[Dataset entries]
__________________________________________________

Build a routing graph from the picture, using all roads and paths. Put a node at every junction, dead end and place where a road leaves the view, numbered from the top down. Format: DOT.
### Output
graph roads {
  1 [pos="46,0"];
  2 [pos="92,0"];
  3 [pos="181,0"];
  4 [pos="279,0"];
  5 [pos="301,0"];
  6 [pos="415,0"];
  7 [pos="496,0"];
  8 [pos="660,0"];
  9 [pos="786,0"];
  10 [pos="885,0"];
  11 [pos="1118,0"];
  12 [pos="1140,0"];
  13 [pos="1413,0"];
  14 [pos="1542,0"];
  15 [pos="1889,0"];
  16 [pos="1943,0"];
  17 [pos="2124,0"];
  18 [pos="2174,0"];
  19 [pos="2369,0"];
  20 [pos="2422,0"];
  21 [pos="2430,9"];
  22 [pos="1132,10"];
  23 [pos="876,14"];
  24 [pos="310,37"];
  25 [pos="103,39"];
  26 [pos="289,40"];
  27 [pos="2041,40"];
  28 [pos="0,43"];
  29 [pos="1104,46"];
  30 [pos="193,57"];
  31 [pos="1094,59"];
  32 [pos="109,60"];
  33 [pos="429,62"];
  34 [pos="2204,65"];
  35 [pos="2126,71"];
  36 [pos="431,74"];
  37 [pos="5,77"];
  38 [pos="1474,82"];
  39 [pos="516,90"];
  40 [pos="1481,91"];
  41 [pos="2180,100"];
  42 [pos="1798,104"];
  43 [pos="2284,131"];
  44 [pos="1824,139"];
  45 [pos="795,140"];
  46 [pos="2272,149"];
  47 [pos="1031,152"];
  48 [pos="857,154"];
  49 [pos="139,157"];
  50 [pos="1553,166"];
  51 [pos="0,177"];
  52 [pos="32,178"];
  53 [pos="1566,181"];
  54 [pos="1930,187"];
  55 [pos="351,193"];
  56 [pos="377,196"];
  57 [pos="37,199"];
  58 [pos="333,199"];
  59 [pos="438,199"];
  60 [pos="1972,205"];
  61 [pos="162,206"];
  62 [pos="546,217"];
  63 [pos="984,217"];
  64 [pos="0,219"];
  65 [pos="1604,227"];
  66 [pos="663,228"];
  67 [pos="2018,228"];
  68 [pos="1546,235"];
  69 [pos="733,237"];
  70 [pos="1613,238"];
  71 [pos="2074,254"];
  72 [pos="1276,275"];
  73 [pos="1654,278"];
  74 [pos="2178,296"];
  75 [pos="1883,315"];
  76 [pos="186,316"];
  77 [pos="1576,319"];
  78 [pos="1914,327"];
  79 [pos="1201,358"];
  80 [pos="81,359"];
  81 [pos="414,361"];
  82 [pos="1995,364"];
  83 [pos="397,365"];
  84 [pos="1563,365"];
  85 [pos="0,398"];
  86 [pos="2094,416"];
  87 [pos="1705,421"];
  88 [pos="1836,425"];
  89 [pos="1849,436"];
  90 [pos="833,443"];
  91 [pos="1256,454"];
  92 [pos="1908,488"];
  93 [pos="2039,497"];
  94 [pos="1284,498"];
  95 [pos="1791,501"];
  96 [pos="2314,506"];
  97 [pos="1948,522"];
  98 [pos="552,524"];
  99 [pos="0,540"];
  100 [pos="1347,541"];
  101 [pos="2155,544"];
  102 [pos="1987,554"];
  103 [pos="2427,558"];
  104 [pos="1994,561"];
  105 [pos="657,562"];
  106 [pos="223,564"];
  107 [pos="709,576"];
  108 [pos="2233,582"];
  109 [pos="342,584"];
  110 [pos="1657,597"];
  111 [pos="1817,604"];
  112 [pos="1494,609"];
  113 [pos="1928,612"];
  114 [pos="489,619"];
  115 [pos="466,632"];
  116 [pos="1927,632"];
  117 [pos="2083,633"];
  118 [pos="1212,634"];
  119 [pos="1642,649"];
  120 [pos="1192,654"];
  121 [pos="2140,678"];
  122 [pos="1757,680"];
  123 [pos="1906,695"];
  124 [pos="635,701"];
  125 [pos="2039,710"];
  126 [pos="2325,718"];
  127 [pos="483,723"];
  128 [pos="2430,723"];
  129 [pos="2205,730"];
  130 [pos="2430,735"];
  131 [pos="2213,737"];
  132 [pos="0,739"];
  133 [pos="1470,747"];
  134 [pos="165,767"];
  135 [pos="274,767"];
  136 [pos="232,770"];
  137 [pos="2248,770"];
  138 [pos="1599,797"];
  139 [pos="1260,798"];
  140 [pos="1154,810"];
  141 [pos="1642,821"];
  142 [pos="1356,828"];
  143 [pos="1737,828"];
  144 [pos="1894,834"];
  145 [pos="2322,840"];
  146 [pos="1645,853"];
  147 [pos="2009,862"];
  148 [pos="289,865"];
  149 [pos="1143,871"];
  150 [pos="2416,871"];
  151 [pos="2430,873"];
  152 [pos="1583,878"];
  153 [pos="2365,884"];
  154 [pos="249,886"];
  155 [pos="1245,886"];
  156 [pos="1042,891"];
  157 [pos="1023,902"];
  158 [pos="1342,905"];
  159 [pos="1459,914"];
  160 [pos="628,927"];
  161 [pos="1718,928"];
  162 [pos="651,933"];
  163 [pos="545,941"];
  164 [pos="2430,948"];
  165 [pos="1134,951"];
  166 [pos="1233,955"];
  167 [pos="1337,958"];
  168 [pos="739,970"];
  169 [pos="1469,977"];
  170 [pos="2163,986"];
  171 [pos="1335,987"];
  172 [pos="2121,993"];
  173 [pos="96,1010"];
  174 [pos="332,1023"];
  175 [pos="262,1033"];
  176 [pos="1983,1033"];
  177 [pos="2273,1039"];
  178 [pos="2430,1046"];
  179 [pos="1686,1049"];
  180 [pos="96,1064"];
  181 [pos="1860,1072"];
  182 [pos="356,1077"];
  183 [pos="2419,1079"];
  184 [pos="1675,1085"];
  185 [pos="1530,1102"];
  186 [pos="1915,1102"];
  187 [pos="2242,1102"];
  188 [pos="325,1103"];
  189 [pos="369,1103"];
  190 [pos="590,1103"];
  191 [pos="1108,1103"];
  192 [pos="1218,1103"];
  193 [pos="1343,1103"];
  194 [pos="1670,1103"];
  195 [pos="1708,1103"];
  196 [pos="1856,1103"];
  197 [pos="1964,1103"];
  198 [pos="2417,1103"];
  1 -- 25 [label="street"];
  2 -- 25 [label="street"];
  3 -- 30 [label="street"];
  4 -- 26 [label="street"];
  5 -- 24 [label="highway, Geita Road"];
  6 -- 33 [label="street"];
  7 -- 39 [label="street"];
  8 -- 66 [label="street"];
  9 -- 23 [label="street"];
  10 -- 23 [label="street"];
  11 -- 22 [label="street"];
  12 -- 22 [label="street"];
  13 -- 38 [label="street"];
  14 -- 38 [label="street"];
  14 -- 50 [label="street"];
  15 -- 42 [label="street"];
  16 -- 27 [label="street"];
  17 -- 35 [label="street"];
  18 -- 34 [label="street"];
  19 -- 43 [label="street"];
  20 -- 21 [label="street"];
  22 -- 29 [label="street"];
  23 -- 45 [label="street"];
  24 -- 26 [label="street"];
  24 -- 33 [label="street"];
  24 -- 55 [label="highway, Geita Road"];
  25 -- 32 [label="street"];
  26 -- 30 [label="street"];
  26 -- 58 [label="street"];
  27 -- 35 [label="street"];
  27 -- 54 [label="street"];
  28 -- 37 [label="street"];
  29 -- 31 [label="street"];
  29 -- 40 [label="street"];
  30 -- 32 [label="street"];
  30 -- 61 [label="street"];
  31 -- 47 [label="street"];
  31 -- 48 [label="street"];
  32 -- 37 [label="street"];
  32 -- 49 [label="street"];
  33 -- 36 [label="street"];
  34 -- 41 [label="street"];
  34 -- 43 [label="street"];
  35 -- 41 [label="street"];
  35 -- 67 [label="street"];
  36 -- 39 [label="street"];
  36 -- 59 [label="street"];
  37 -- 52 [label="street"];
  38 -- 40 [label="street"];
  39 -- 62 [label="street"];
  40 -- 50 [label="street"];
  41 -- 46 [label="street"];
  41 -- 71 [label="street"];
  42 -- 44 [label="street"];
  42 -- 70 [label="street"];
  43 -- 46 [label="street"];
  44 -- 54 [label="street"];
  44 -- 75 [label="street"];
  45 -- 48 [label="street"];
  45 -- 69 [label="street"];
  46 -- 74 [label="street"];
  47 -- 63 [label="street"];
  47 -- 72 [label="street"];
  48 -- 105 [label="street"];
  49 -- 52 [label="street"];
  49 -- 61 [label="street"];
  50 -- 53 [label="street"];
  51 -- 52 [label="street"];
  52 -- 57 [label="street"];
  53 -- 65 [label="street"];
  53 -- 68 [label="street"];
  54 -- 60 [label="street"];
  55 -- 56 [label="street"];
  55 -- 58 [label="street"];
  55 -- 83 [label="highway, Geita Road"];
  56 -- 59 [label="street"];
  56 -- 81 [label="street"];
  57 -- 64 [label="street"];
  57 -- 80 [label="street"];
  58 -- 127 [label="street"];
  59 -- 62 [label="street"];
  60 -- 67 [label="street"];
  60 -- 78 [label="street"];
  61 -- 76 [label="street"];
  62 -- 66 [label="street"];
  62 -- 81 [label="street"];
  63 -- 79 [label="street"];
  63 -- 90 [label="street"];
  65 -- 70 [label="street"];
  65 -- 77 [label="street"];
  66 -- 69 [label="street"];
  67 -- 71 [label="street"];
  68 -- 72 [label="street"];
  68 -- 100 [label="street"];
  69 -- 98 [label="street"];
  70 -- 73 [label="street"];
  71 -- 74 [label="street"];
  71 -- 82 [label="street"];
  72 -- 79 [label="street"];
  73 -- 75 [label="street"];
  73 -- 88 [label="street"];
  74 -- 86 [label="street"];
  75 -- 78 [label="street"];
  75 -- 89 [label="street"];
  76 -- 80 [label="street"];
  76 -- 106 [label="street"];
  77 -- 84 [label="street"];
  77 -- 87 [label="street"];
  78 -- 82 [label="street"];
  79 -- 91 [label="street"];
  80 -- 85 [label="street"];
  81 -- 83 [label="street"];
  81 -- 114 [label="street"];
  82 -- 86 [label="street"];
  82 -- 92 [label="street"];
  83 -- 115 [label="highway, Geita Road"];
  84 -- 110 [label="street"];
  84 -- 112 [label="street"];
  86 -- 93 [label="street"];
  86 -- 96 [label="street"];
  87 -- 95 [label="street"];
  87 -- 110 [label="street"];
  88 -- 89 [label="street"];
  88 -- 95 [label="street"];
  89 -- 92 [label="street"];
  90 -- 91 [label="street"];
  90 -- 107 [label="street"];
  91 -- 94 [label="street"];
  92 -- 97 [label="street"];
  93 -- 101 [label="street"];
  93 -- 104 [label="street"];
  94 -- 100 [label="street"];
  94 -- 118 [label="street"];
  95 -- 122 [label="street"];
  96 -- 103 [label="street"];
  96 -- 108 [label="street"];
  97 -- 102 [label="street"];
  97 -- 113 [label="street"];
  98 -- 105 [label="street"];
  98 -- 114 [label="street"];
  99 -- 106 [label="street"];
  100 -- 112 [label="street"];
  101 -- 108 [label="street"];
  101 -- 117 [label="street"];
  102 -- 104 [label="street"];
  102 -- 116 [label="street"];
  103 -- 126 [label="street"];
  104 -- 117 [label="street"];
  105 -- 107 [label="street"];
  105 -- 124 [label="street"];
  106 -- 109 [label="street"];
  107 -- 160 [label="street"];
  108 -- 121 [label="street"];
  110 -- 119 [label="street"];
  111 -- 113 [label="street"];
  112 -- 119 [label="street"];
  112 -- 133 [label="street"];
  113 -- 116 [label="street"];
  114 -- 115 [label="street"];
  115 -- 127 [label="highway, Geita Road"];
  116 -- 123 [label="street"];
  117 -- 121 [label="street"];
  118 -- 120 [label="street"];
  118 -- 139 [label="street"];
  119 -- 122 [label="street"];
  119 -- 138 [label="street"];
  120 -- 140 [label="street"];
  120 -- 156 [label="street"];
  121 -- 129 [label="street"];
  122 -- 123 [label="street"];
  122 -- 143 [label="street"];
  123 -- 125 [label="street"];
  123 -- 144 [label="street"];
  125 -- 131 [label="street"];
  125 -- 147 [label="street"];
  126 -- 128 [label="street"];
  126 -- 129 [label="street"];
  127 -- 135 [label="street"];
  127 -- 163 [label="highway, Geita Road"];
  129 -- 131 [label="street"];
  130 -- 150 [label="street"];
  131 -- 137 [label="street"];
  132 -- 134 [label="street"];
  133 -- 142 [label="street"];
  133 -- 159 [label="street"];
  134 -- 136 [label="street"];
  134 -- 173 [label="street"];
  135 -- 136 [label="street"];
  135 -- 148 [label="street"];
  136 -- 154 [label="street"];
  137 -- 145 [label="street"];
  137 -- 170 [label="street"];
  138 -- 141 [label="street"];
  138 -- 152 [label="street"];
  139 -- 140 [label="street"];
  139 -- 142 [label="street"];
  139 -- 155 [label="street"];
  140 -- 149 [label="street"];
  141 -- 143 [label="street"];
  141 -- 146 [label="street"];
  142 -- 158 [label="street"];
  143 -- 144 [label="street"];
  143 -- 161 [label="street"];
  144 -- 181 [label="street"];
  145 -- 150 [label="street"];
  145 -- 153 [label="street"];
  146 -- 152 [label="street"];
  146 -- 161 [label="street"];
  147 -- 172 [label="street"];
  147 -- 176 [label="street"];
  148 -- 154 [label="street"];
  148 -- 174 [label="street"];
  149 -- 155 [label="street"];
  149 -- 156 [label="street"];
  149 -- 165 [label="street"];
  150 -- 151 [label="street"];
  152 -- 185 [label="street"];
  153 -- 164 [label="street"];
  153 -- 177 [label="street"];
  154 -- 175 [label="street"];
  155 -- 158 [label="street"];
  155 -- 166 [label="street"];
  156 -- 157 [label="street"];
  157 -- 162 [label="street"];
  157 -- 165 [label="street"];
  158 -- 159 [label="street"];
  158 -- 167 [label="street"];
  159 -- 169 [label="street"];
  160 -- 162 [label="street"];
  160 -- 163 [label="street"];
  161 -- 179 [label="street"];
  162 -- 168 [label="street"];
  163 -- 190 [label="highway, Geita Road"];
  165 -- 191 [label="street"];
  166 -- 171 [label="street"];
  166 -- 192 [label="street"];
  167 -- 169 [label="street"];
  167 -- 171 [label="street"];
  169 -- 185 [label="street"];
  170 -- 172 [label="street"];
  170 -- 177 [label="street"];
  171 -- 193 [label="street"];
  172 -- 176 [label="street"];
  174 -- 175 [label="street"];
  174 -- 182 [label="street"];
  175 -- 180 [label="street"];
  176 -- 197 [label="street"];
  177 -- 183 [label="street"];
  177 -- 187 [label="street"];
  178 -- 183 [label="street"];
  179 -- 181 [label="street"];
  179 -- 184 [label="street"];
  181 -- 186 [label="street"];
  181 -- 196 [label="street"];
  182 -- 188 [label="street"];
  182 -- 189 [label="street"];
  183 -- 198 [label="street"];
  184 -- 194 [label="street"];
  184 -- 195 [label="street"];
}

__________________________________________________

If a line above contains the word "graph", it counts; state how many lines count, and nothing more.

2